梅毒螺旋體重組蛋白rTp0608在梅毒血清學診斷中的初步應用

高飛 羅宏 談園 李麗琴 張帥 張蓮

長沙市第一人民醫院皮膚性病科（長沙410005）

梅毒是由梅毒螺旋體（Treponema pallidum，Tp）引起的一類主要經性接觸傳播的多階段性傳染病。近年全球的梅毒發病率居高不下，已成為嚴重的公共衛生問題［1］。在中國，梅毒死灰復燃，發病率也呈逐年上升趨勢［2］。此外，盡管Tp對青霉素等抗生素非常敏感，但一些抗生素如大環內酯類在治療梅毒患者時可能出現耐藥現象［3］。目前，梅毒的診斷主要依賴于一系列血清學方法，分為非Tp抗原血清試驗和Tp抗原血清試驗。前者包括快速血漿反應素環狀卡片試驗（rapid plasma reagent test，RPR）、甲苯胺紅不加熱血清試驗（syphilis toluidine red untreated serum test，TRUST）等，后者主要包括梅毒螺旋體顆粒凝集實驗（TPPA）［4］和熒光密螺旋體抗體吸收試驗（fluoresent treponemal antibody-absorption test，FTA-ABS）［5］等。雖然Tp非特異性抗原血清試驗快速、簡便，但由于靈敏性不高和（或）特異性低而只能用于梅毒初篩。目前，TPPA等使用的抗原是從Tp中提取。由于Tp難以培養，所以抗原提取較為困難［6］。相比之下，重組抗原制備具有顯著優勢，可直接從大腸桿菌培養基中大量獲得［7］。此外，目前許多重組抗原已經被報道可用于梅毒血清學診斷，如 Tp0453 和 TpF1［8-9］。以這些重組蛋白為包被抗原建立的ELISAs靈敏性高、特異性強、快速、準確、簡便、安全。但目前，尚不清楚哪個重組抗原的診斷性能最佳，建立的ELISA也尚不完全成熟，因此篩選新的免疫優勢抗原很有必要。有文獻表明［10］，假定蛋白Tp0608具有高度免疫原性，可與各期梅毒患者血清以及Tp感染兔血清發生反應。在本研究中，筆者建立了以rTp0608為包被抗原的ELISA，并將該方法與金標準進行比較。

1 材料與方法

1.1 TpDNA制備 Tp Nichols菌株由廈門大學醫學院附屬中山醫院楊天賜教授饋贈。按照LUKEHART等［11］的操作方法，將Tp Nichols菌株在成年的新西蘭兔睪丸內培養。應用QIAamp DNA minikit（Qiagen，INC.，Germany）制備Tp DNA，用于基因擴增。

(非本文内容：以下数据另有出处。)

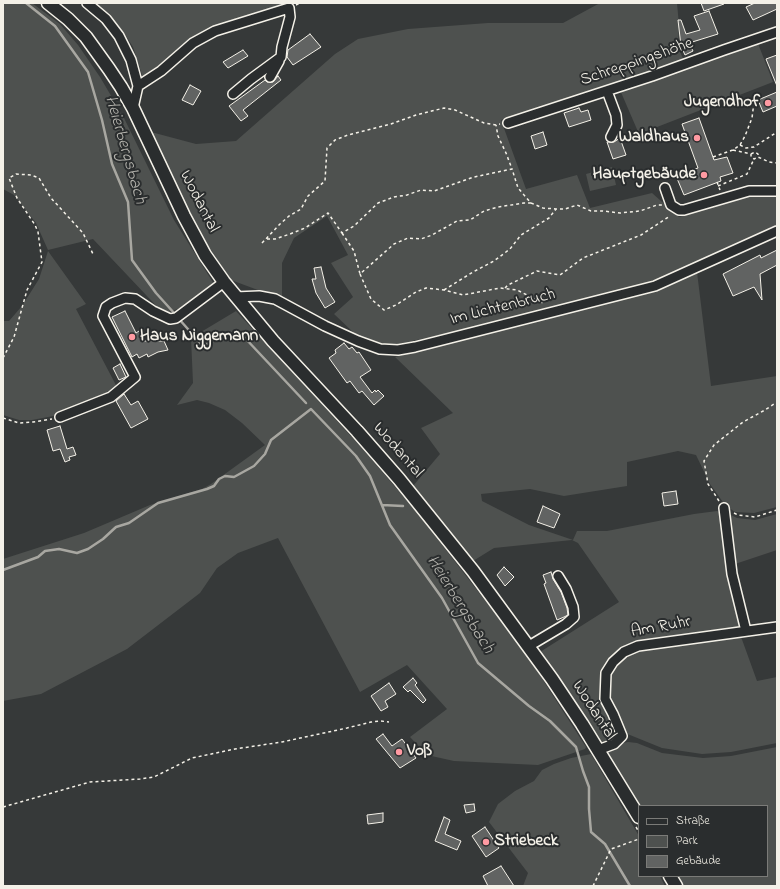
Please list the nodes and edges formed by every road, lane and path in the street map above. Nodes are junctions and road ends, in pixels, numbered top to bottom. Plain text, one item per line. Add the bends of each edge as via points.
1 (48, 3) edge
2 (87, 3) edge
3 (777, 32) edge
4 (281, 57) junction
5 (270, 77) dead end
6 (138, 86) junction
7 (608, 91) junction
8 (234, 94) dead end
9 (755, 94) dead end
10 (133, 108) junction
11 (508, 123) joint
12 (496, 125) junction
13 (777, 132) edge
14 (611, 137) dead end
15 (740, 145) junction
16 (754, 147) junction
17 (733, 150) junction
18 (755, 152) junction
19 (751, 154) junction
20 (713, 157) dead end
21 (758, 157) junction
22 (754, 159) junction
23 (777, 163) edge
24 (512, 169) junction
25 (718, 186) dead end
26 (665, 188) dead end
27 (777, 191) edge
28 (531, 203) junction
29 (671, 205) junction
30 (556, 210) junction
31 (670, 215) dead end
32 (777, 231) edge
33 (342, 233) junction
34 (267, 239) junction
35 (262, 243) dead end
36 (93, 254) dead end
37 (360, 274) junction
38 (224, 282) junction
39 (505, 288) junction
40 (444, 290) junction
41 (236, 297) junction
42 (550, 313) junction
43 (3, 358) edge
44 (777, 402) edge
45 (60, 417) joint
46 (3, 418) edge
47 (724, 508) junction
48 (777, 510) edge
49 (558, 576) dead end
50 (777, 627) edge
51 (746, 631) junction
52 (529, 646) junction
53 (389, 722) dead end
54 (598, 750) junction
55 (3, 807) edge
56 (637, 821) edge
57 (638, 839) edge
58 (671, 877) edge
59 (593, 886) edge
60 (676, 886) edge

1 - 10 main road, Wodantal via 90,42
2 - 6 street via 106,19 119,36 131,60
3 - 7 street, Schreppingshöhe
4 - 5 street
4 - 6 street via 290,17 289,8 214,31 192,43 161,71
4 - 8 street
6 - 10 street
7 - 11 street, Schreppingshöhe
7 - 14 street via 617,125
9 - 15 path via 752,118
10 - 38 main road, Wodantal via 184,216 205,255
11 - 12 path
12 - 24 path
12 - 34 path via 444,108 335,140 327,148 325,181 308,196 301,209 284,220
13 - 16 path
15 - 16 path via 746,148
15 - 17 path
16 - 18 path
17 - 19 path
17 - 20 path
18 - 19 path
18 - 21 path
19 - 22 path
21 - 22 path
21 - 23 path
22 - 25 path via 747,174
24 - 28 path via 518,188
24 - 33 path via 474,177 434,191 421,190 407,196 394,197 378,204 354,226
26 - 29 street
27 - 29 street via 749,191 684,210 678,210
28 - 30 path
28 - 37 path via 498,207 484,211 470,220 457,221 421,239 408,238 394,244
29 - 30 path via 657,205 640,212 620,213 590,211 577,205
30 - 40 path via 549,218 521,235 499,258
31 - 39 path via 641,235 583,258 560,275 537,271
32 - 42 street, Im Lichtenbruch via 655,286
33 - 34 path via 328,213 305,228 275,239
33 - 37 path via 354,251
34 - 35 path
36 - 43 path via 83,233 51,198 39,178 16,174 9,178 17,198 38,232 42,262 27,290 14,337
37 - 40 path via 371,299 384,310 426,288
38 - 41 main road, Wodantal
38 - 45 street via 176,318 170,319 135,300 125,298 112,303 106,308 103,316 135,377 111,397
39 - 40 path via 463,294
39 - 42 path via 517,290 544,303
41 - 42 street, Im Lichtenbruch via 259,296 275,299 358,341 380,349 398,350
41 - 52 main road, Wodantal via 399,479
44 - 47 path via 743,422 714,445 704,461 708,484
45 - 46 path via 19,423
47 - 48 path via 738,515 755,517
47 - 51 street via 732,574
49 - 52 street via 566,589 574,617
50 - 51 street, Am Ruhr
51 - 54 street, Am Ruhr via 638,646 624,652 606,673 604,699 622,736 614,744
52 - 54 main road, Wodantal
53 - 55 path via 381,720 282,742 192,758 154,777 90,782
54 - 56 main road, Wodantal
57 - 59 path via 611,849
58 - 60 main road

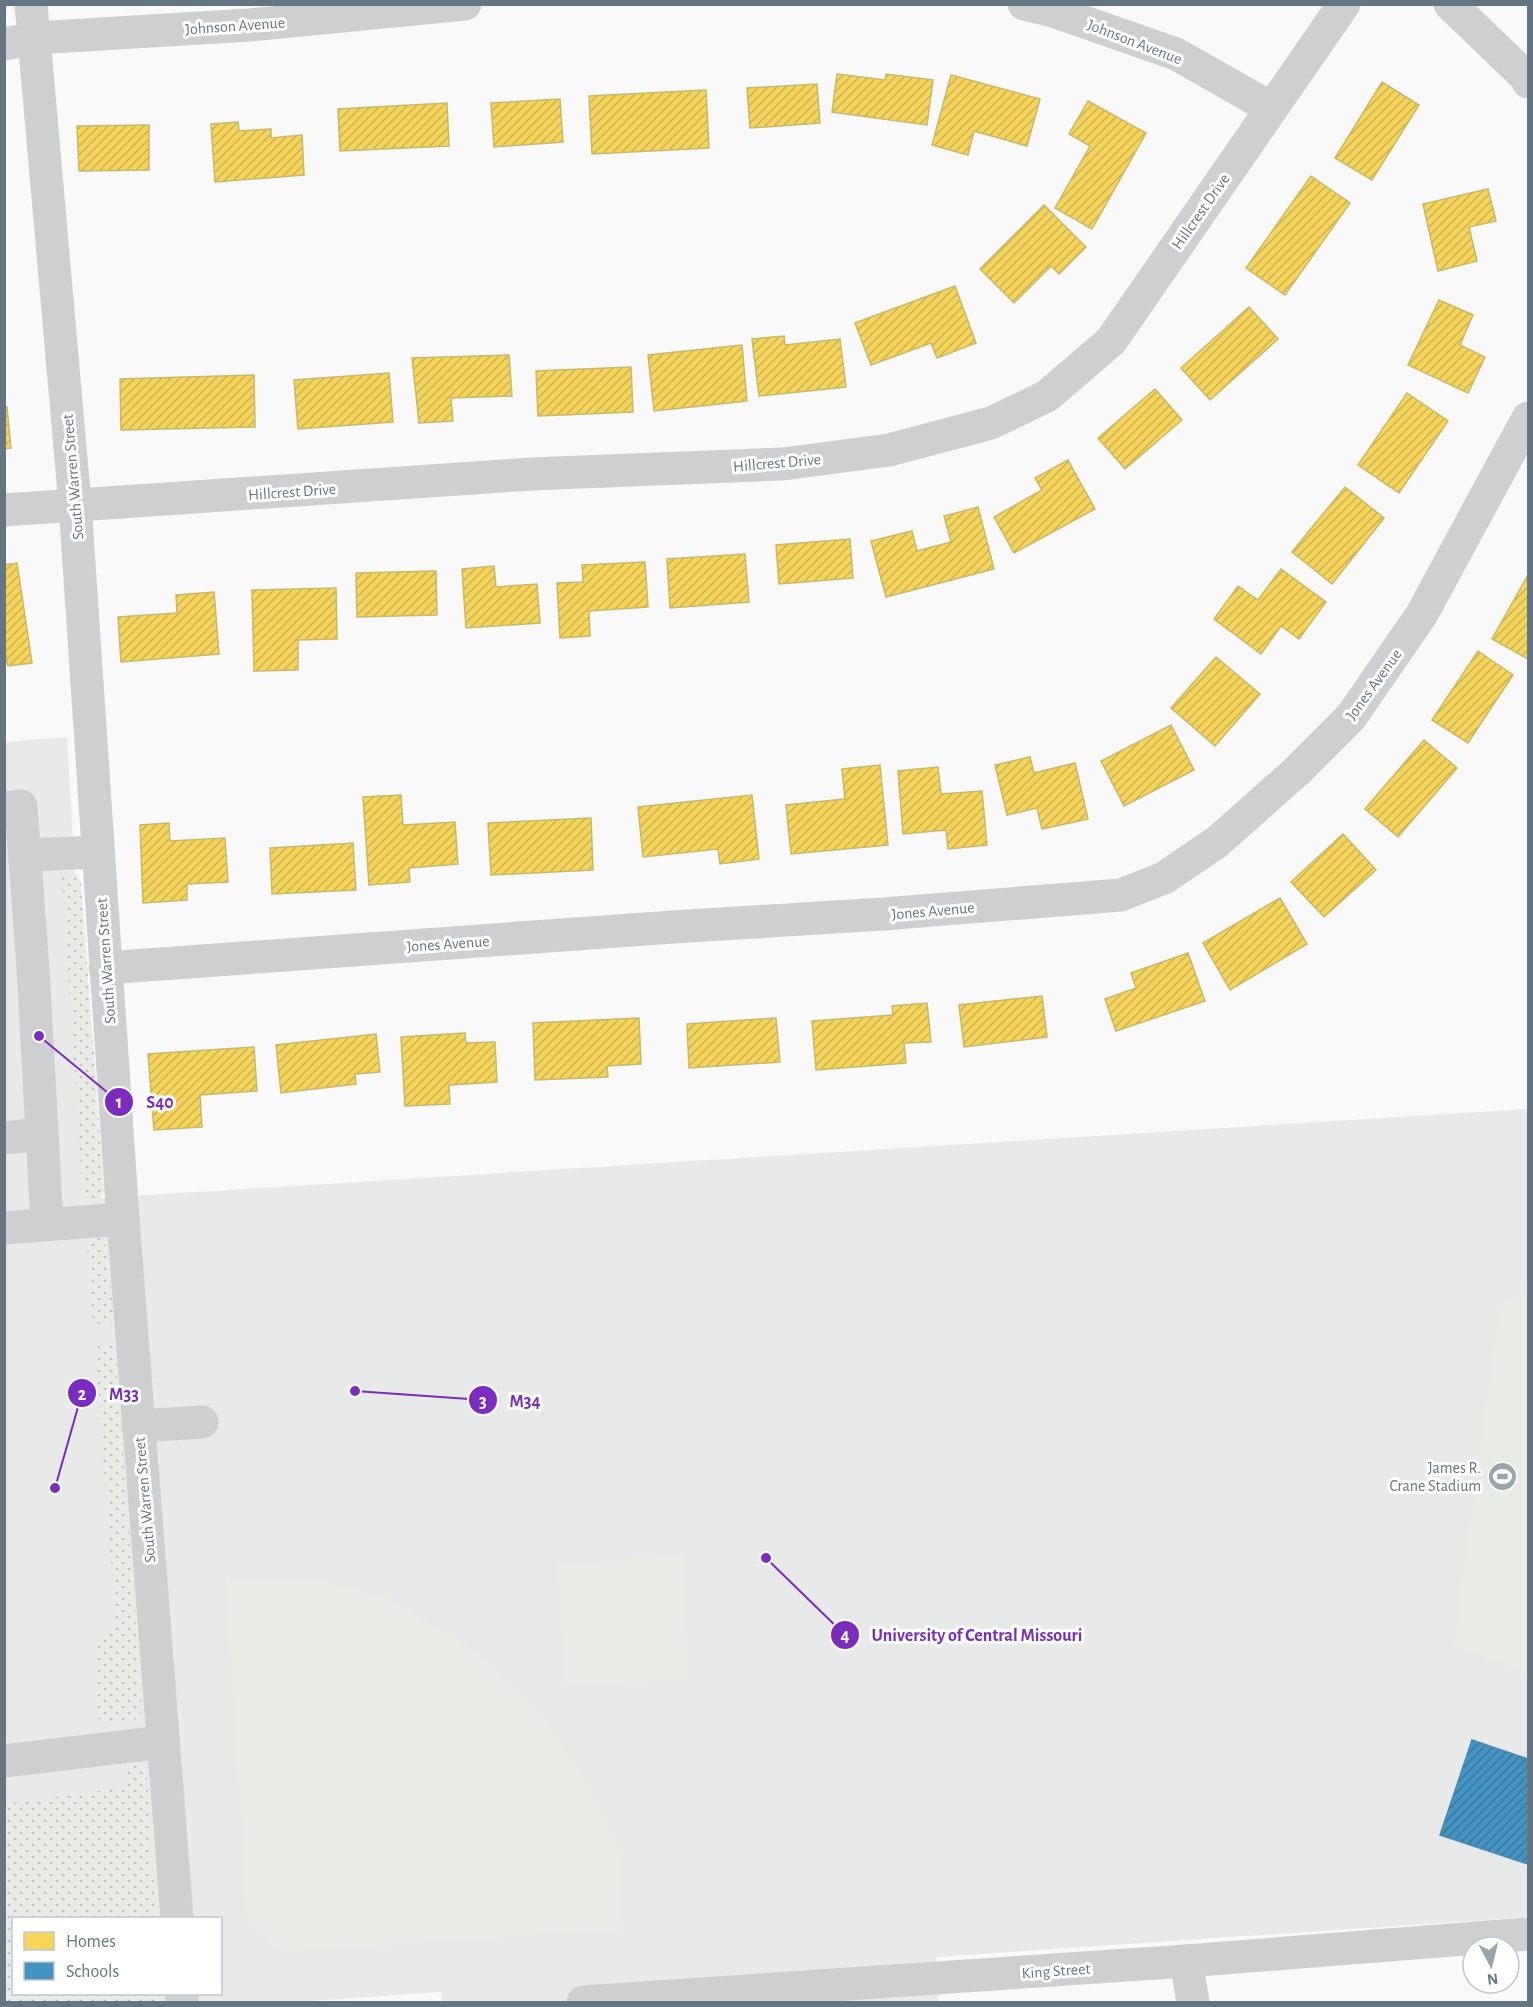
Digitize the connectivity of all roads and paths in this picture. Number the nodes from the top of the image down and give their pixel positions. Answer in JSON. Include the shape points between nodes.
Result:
{"nodes":[{"id":1,"x":31,"y":4,"type":"edge"},
{"id":2,"x":465,"y":4,"type":"edge"},
{"id":3,"x":1024,"y":4,"type":"edge"},
{"id":4,"x":1344,"y":4,"type":"edge"},
{"id":5,"x":1450,"y":4,"type":"edge"},
{"id":6,"x":360,"y":9,"type":"edge"},
{"id":7,"x":20,"y":41,"type":"edge"},
{"id":8,"x":1528,"y":82,"type":"edge"},
{"id":9,"x":1271,"y":108,"type":"junction"},
{"id":10,"x":1528,"y":418,"type":"edge"},
{"id":11,"x":75,"y":504,"type":"junction"},
{"id":12,"x":4,"y":510,"type":"edge"},
{"id":13,"x":13,"y":807,"type":"edge"},
{"id":14,"x":98,"y":852,"type":"junction"},
{"id":15,"x":25,"y":855,"type":"junction"},
{"id":16,"x":105,"y":968,"type":"junction"},
{"id":17,"x":42,"y":1134,"type":"junction"},
{"id":18,"x":4,"y":1138,"type":"edge"},
{"id":19,"x":123,"y":1219,"type":"junction"},
{"id":20,"x":47,"y":1223,"type":"junction"},
{"id":21,"x":4,"y":1228,"type":"edge"},
{"id":22,"x":202,"y":1422,"type":"dead end"},
{"id":23,"x":138,"y":1426,"type":"junction"},
{"id":24,"x":163,"y":1742,"type":"junction"},
{"id":25,"x":4,"y":1761,"type":"edge"},
{"id":26,"x":177,"y":1917,"type":"edge"},
{"id":27,"x":1528,"y":1934,"type":"edge"},
{"id":28,"x":1186,"y":1961,"type":"junction"},
{"id":29,"x":583,"y":2002,"type":"edge"},
{"id":30,"x":1193,"y":2002,"type":"edge"}],
"edges":[{"from":1,"to":7,"type":"street","name":"South Warren Street"},
{"from":2,"to":6,"type":"street","name":"Johnson Avenue"},
{"from":3,"to":9,"type":"street","name":"Johnson Avenue","via":[[1176,54]]},
{"from":4,"to":9,"type":"street","name":"Hillcrest Drive"},
{"from":5,"to":8,"type":"street"},
{"from":6,"to":7,"type":"street","name":"Johnson Avenue","via":[[250,25]]},
{"from":7,"to":11,"type":"street","name":"South Warren Street"},
{"from":9,"to":11,"type":"street","name":"Hillcrest Drive","via":[[1111,341],[1047,396],[991,423],[889,450],[783,464],[531,474]]},
{"from":10,"to":16,"type":"street","name":"Jones Avenue","via":[[1422,614],[1351,717],[1217,842],[1164,878],[1121,895]]},
{"from":11,"to":12,"type":"street","name":"Hillcrest Drive"},
{"from":11,"to":14,"type":"street","name":"South Warren Street"},
{"from":13,"to":15,"type":"street"},
{"from":14,"to":15,"type":"street"},
{"from":14,"to":16,"type":"street","name":"South Warren Street"},
{"from":15,"to":17,"type":"street"},
{"from":16,"to":19,"type":"street","name":"South Warren Street"},
{"from":17,"to":18,"type":"street"},
{"from":17,"to":20,"type":"street"},
{"from":19,"to":20,"type":"street"},
{"from":19,"to":23,"type":"street","name":"South Warren Street"},
{"from":20,"to":21,"type":"street"},
{"from":22,"to":23,"type":"street"},
{"from":23,"to":24,"type":"street","name":"South Warren Street"},
{"from":24,"to":25,"type":"street"},
{"from":24,"to":26,"type":"street","name":"South Warren Street"},
{"from":27,"to":28,"type":"street","name":"King Street"},
{"from":28,"to":29,"type":"street","name":"King Street"},
{"from":28,"to":30,"type":"street"}]}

1.2 血清標本從長沙市第一人民醫院皮膚科和檢驗科收集48份一期梅毒患者血清、36份二期梅毒患者血清、26份早期潛伏期梅毒患者血清、30份正常血清、5份乙型肝炎患者、5份丙型肝炎患者血清。從湖南省疾控中心收集5份鉤端螺旋體病患者血清。根據梅毒患者的血清學特點以及個人史（包括患者臨床癥狀、體征以及患者性交史）進行梅毒患者確診［12］。標本采集時已獲得患者知情同意。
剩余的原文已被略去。